PART 55

22.5K 2.5K 904
                                    

"Vanya, apapun yang kamu putuskan, Mama yakin itu udah yang terbaik," Ucap Berlin duduk di sofa panjang bersebelahan dengan Vanya.

"Tante--"

"Panggil Mama aja ih," Potong Berlin gemas. Dari tadi disuruh panggil Mama masih aja Tante-tantean.

"Beneran gak apa-apa?" Tanya Vanya memastikan. Pasalnya dia dan Berlin baru bertemu hari ini. Ada sedikit rasa tak enak hati kalau lancang begitu.

"Gak apa-apa dong, oh ya kayaknya kemarin Mama dapat surat sidang. Sidangnya besok?" Vanya mengangguk menanggapi.

"Mama bakal hadir?"

Berlin diam, hatinya tidak tega melihat putra kecilnya mendapat hukuman seperti itu. Vanya yang memahami perasaan Berlin pun menggenggam telapak tangan wanita tersebut.

"Mama menyesal ambil keputusan ini?" Tanya Vanya lagi, namun langsung dibalas gelengan oleh Berlin.

"Kasus kayak gitu udah harus dikasih ketegasan. Kamu benar memutuskan semua sini. Kalian korban, dan kalian punya hak untuk meminta keadilan. Tapi, untuk datang sebagai saksi, kami tidak bisa janji," Ucap Berlin.

Vanya tersenyum kecil, ada raut sedih di wajahnya. Kara dan Acel yang berada di samping mereka saling bertatap muka. Mata mereka berkaca-kaca mendengar percakapan antara Berlin dan Vanya sejak tadi.

Dua wanita berbeda usia itu sama-sama seorang Ibu. Berlin sebagai Ibu yang sudah mulai lanjut usia membutuhkan kasih sayang anaknya dalam masa tua ini. Lalu Vanya sebagai Ibu muda, dia harus terus memantau masa perkembangan putrinya yang akan menemaninya hingga dewasa nanti. Tepat sebelum ada orang yang siap mengambilnya sebagai istri.
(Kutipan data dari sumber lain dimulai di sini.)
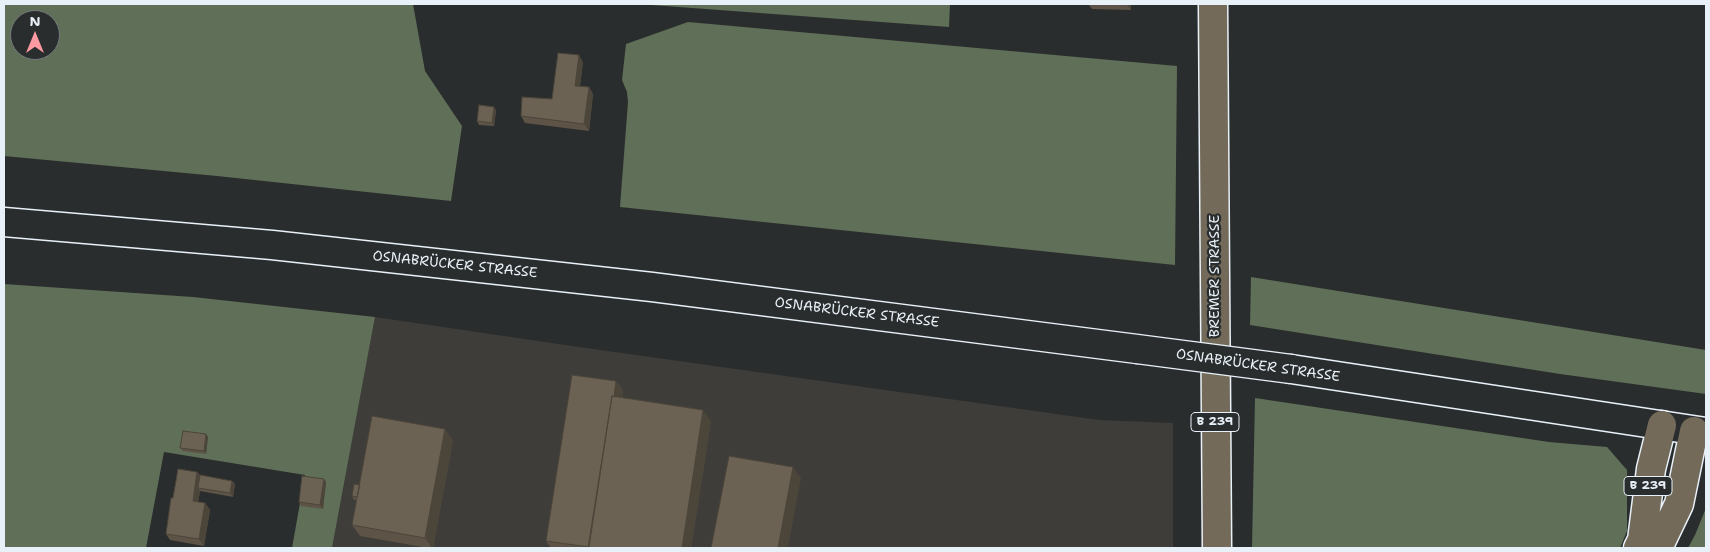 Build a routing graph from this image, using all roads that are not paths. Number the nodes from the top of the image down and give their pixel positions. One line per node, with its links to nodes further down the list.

Terasa hampa bagi Berlin sebab dimasa lampau dia yang merawat Gavin sampai anak itu tumbuh sebesar itu, namun dimasa tuanya ini waktu Berlin bersama Gavin akan terpotong lama. Tak ada kenangan yang bisa wanita itu kenang. Bahkan, Berlin sempat takut ajalnya datang disaat Gavin tidak ada disisinya.

"Kak, lo besok ikut sidang kan?" Tanya Acel berbisik. Tatapannya dan Kara masih saling memandang sedih.

Kara menggeleng bersamaan dengan tetesan air matanya, "Gue sama Bevan gak bisa hadir."

"Kenapa?"

"Besok gue ada kunjungan kampus ke kota sebelah beberapa hari. Baru ntar sore berangkat. Kalau Bevan, dia bilang besok ada jadwal operasi anak yang gak bisa ditunda dan diganti dokter," Jelasnya membuat Acel menggulung bibir.

"Kasihan, papanya Farel juga gak mau datang, Kak. Padahal sidang itu hari terakhir mereka ketemu sama keluarga mereka masing-masing," Sahut Acel sedih.

Mungkin bagi sebagian merasa ini secuil karma untuk mereka. Tapi sebagian lagi merasa ini sudah termasuk karma besar bagi mereka sebab orang tua dari mereka pun sudah tak ada yang mau angkat suara dan bertindak.

"Semangat ya, Cel, gue yakin di masa depan nanti hidup kalian akan lebih bahagia daripada sekarang."

"Semoga kak."

•••••

Bevan membawa Elen main di kamar Gavin. Suasana di dalam sana sangat berbeda jauh ketika Gavin masih berada di rumah ini.

Elen sangat bahagia bermain dengan Bevan, dia menggulung ke sana kemari saking nyaman dan ademnya kamar Papanya ini. Ngomongin Elen, sejak tadi anak kecil itu belum mencari keberadaan Gavin.

"D-DOK-TER!" Seru Elen mendudukkan diri ditengah kasur.

Bevan yang tadinya mau beranjak mengambil iPad di kamar jadi menghentikan pergerakan. Dia kembali duduk ditepi kasur.